SPRINGFIELD — As part of an overhaul of Illinois’ Medicaid system, a consulting firm linked to Gov. Bruce Rauner’s administration has received a $12.8 million contract without undergoing a competitive bidding process.
McKinsey and Company, which has two Chicago offices, was a beneficiary of the deal announced by the Rauner administration. The six-year, $5.26 billion per annum Medicaid package is split across seven providers and will offer five coverage options to residents in the state’s 102 counties.
But the influence of McKinsey in negotiations has come under question. Prior to the awarding of the contract, state Rep. Greg Harris, D-Chicago, had sought more oversight for the General Assembly in awarding the contract, the largest vendor contract awarded in the history of Illinois.
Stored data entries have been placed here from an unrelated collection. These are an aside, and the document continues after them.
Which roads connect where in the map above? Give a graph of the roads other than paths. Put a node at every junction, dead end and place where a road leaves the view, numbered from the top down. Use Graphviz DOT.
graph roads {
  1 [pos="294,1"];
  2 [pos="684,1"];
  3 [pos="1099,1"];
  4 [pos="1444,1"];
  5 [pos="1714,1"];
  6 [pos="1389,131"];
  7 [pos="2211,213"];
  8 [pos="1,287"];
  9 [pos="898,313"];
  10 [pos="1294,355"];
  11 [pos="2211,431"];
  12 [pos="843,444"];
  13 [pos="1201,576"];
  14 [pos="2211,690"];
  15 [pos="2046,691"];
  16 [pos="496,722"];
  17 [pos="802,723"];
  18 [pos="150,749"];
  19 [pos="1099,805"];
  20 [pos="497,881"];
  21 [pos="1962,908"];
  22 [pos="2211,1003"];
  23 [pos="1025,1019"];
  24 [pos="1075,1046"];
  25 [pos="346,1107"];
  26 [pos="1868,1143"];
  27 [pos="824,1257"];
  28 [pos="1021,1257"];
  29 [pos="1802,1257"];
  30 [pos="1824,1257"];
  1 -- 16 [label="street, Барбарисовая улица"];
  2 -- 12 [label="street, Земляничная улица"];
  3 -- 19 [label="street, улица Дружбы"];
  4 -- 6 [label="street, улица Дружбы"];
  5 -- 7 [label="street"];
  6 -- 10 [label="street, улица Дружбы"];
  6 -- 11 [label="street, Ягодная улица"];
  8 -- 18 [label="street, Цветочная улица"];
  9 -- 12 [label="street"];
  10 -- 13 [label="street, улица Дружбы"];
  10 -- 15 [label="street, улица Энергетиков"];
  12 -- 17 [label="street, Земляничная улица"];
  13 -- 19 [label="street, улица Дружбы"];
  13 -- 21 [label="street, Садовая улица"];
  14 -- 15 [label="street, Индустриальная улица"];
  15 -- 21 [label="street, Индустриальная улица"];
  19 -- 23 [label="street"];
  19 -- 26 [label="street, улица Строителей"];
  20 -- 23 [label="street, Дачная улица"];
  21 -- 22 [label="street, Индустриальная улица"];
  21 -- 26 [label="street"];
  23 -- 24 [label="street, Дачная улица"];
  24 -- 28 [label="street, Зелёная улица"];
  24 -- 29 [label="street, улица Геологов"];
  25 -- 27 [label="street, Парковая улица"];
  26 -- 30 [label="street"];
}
“Since I introduced legislation to require more transparency and oversight into the largest procurement in Illinois history, I have known there would be problems,” Harris told Champaign’s WCIA.
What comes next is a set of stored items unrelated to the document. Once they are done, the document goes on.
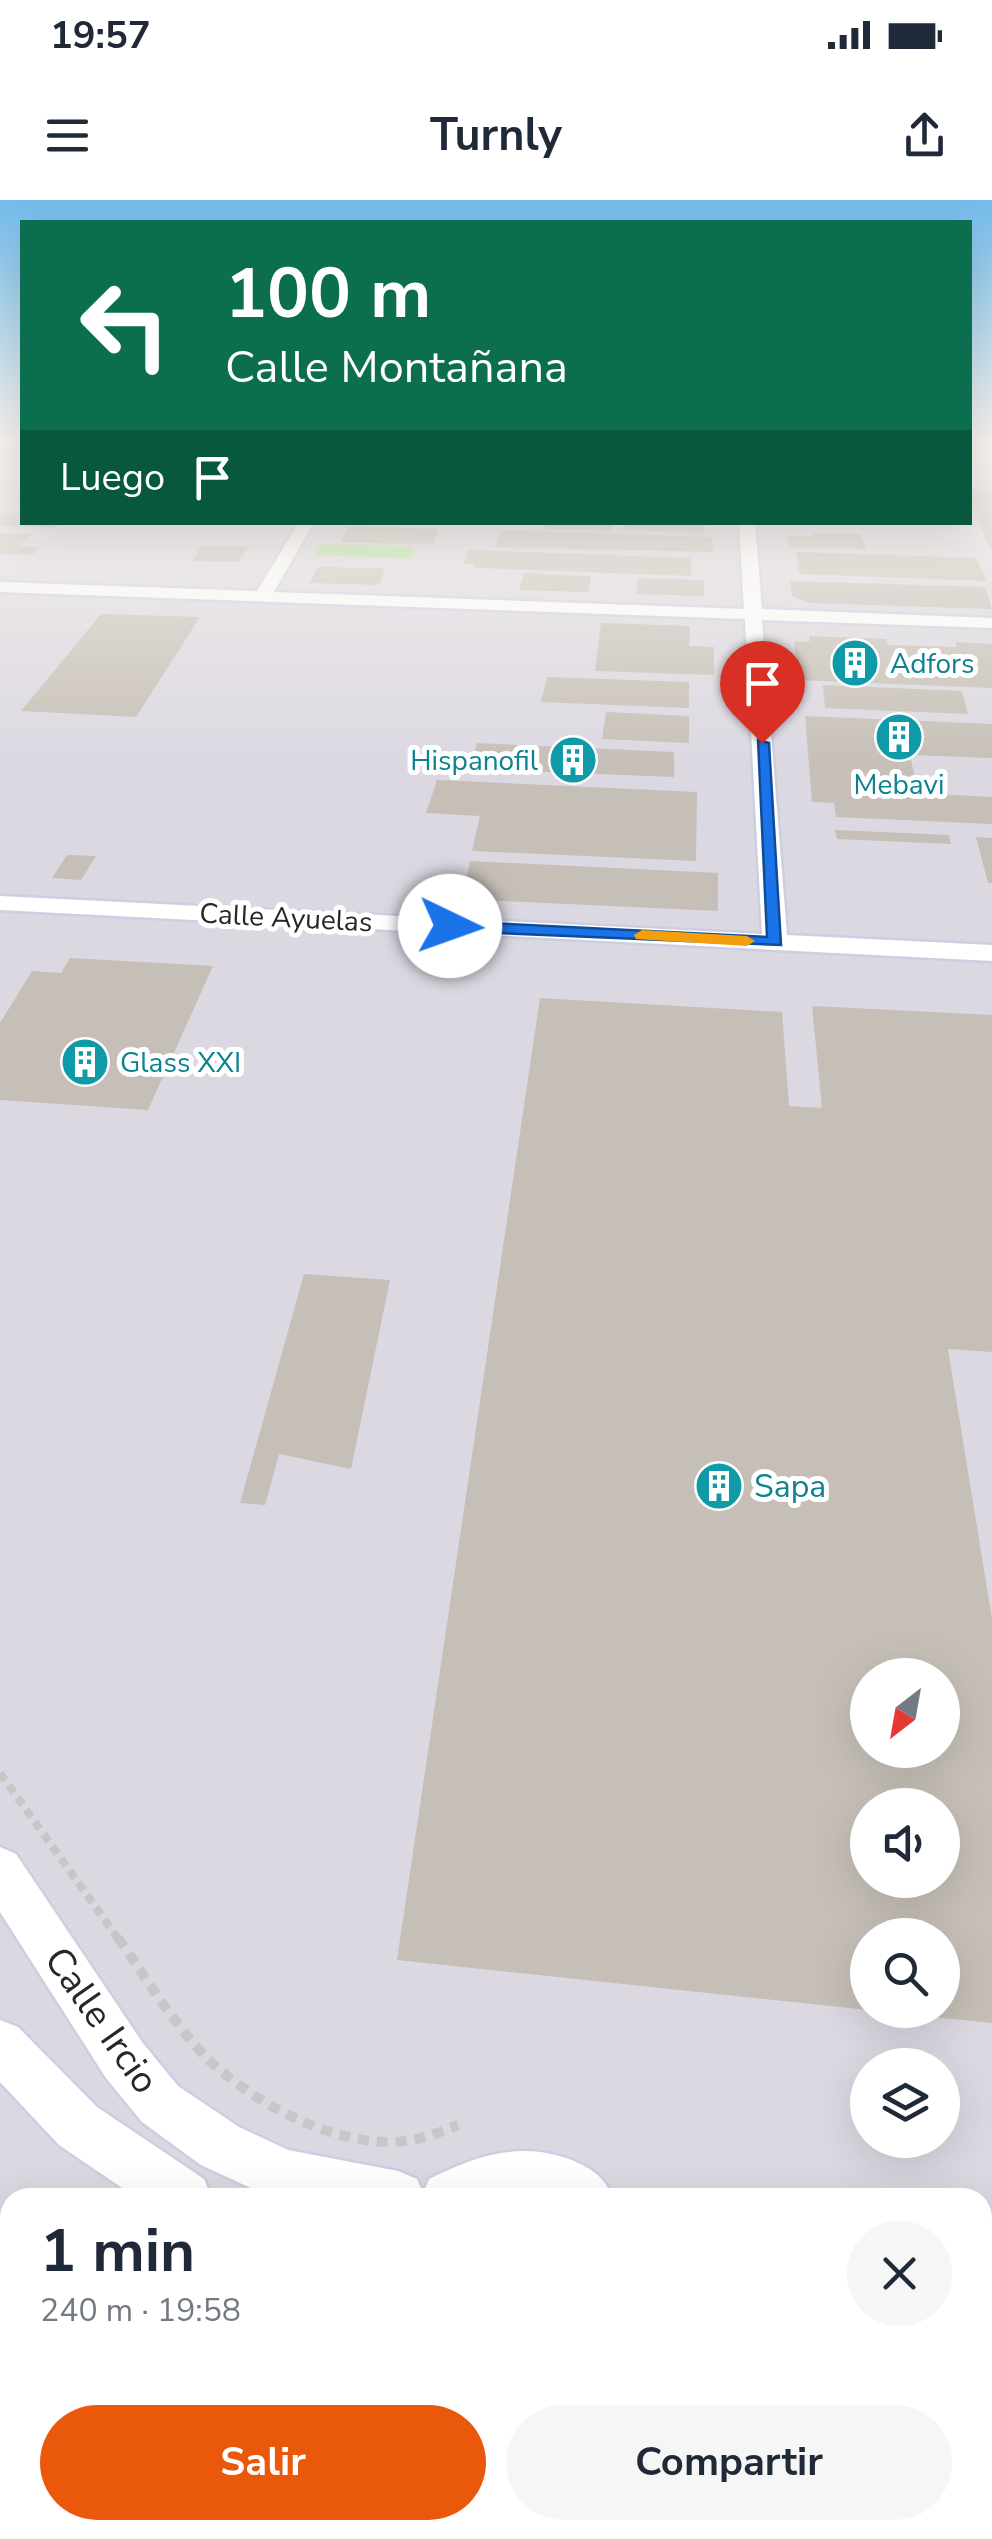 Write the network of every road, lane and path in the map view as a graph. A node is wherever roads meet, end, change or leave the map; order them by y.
1 (290, 550) edge
2 (749, 550) edge
3 (0, 587) edge
4 (263, 596) junction
5 (754, 614) junction
6 (992, 623) edge
7 (0, 902) edge
8 (775, 942) junction
9 (992, 953) edge
10 (0, 1773) edge
11 (0, 1870) edge
12 (0, 2044) edge
13 (458, 2125) dead end
14 (170, 2188) edge
15 (347, 2188) edge
16 (466, 2188) edge
17 (571, 2188) edge

1 - 4 street
2 - 5 street
3 - 4 street
4 - 5 street
5 - 6 street
5 - 8 street
7 - 8 street, Calle Ayuelas
8 - 9 street, Calle Ayuelas
10 - 13 path
11 - 15 street, Calle Ircio
12 - 14 street
16 - 17 street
That measure passed the Democratic-led assembly but was vetoed by Rauner last month, who said it would “needlessly cost taxpayers millions of dollars.”
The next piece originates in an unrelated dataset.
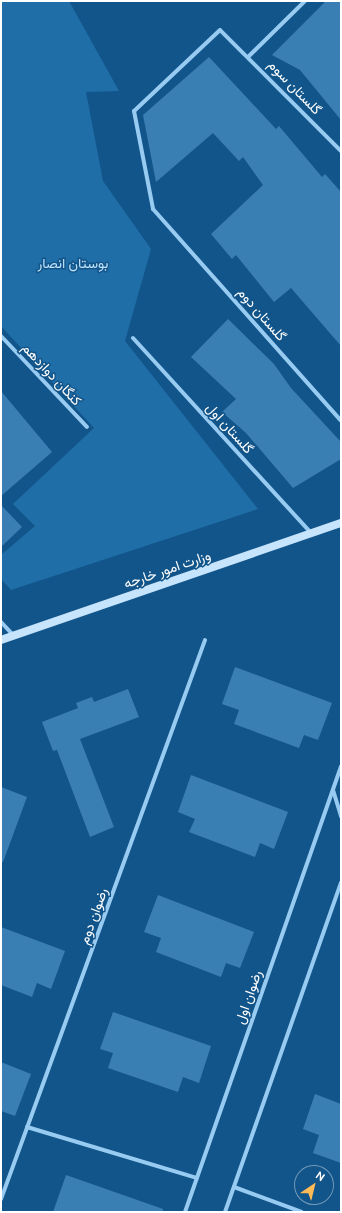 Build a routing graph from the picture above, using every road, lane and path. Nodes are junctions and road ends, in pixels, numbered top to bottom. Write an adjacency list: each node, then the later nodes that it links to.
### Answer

The more than $12 million handed to the firm tied to Rauner’s administration has raised eyebrows. Leslie Munger, one of Rauner’s deputy governors who previously served as comptroller under the first-term Republican before losing the office in last November’s election, was a former recruitment chief at McKinsey, from 1978-82, according to the governor’s office.
Munger’s appointment following her loss to Democrat Susana Mendoza in the comptroller’s race came under scrutiny earlier this year. Rauner announced that she would be paid $135,000 per year, the same as when she was appointed comptroller following Judy Bar Topinka’s death in Dec. 2014. However, Munger has been paid $169,003.29 according to state documents.
In March, as the state’s two-year budget impasse was ongoing, Mendoza suspended $27 million in payments that were part of a $250 million computer modernization plan launched by Rauner. Among the $21.6 million promised to outside consultants in that move was a $12 million sum for McKinsey.
Since Rauner took office, McKinsey has been awarded more than $70 million in contracts from the state. Prior to 2015, the firm was last awarded a $1,232,121.55 contract in 2005 according to state records.
Following the award of the Medicaid contract this week, Mendoza called into question the machinations behind the $5.26 billion deal. “We are beginning to see the consequences of (Gov. Rauner) going outside the scrutiny of the state’s standard procurement process to award the biggest-ever contract in state history,” she said on Twitter.
Mendoza championed a budget transparency act that took a bi-partisan override of the governor’s veto to pass in Springfield. The bill requires state agencies to update the comptroller on a regular basis throughout the year on debts and contracts. Previously, agencies had to provide only an annual report to the Assembly.
Rauner and Mendoza have sparred repeatedly since the Democrat unseated Munger. Earlier this year, the state’s Department of Innovation and Technology (DoIT), which Rauner created in 2015, had its expenses called into question by the comptroller and lawmakers on both sides of the aisle. After Munger’s loss in the Nov. 2016 election, she moved more than $70 million from the state’s general fund into administration-controlled agencies that largely benefitted DoIT.
But Mendoza held up payments for the DoIT’s secretary to multiple professional organizations, saying, “This type of waste of tax dollars is why I will always demand accountability and transparency from every state agency.” McKinsey had more than $38 million earmarked for its services as part of Rauner’s tech-overhaul.
Felicia Norwood, who Rauner appointed to head the Department of Healthcare and Family Services (HFS) in 2015, defended the actions of the administration in the Medicaid deal. “In retaining (McKinsey) to achieve this goal, HFS has followed state procurement code,” she said in a statement. “By helping to ensure that the Department is in compliance with the law, this contract is intended to ultimately prevent costly future litigation.”
HFS further said that according to the federal consent decree regarding the Medicaid contract, bidding is exempt from a competitive process.
WCIA reports that associates close to the Rauner administration say McKinsey has been involved with discussions of the Medicaid contract from the beginning. Work McKinsey had previously done for the state, including the suspended computer modernization program, was not disclosed during the bidding process. R.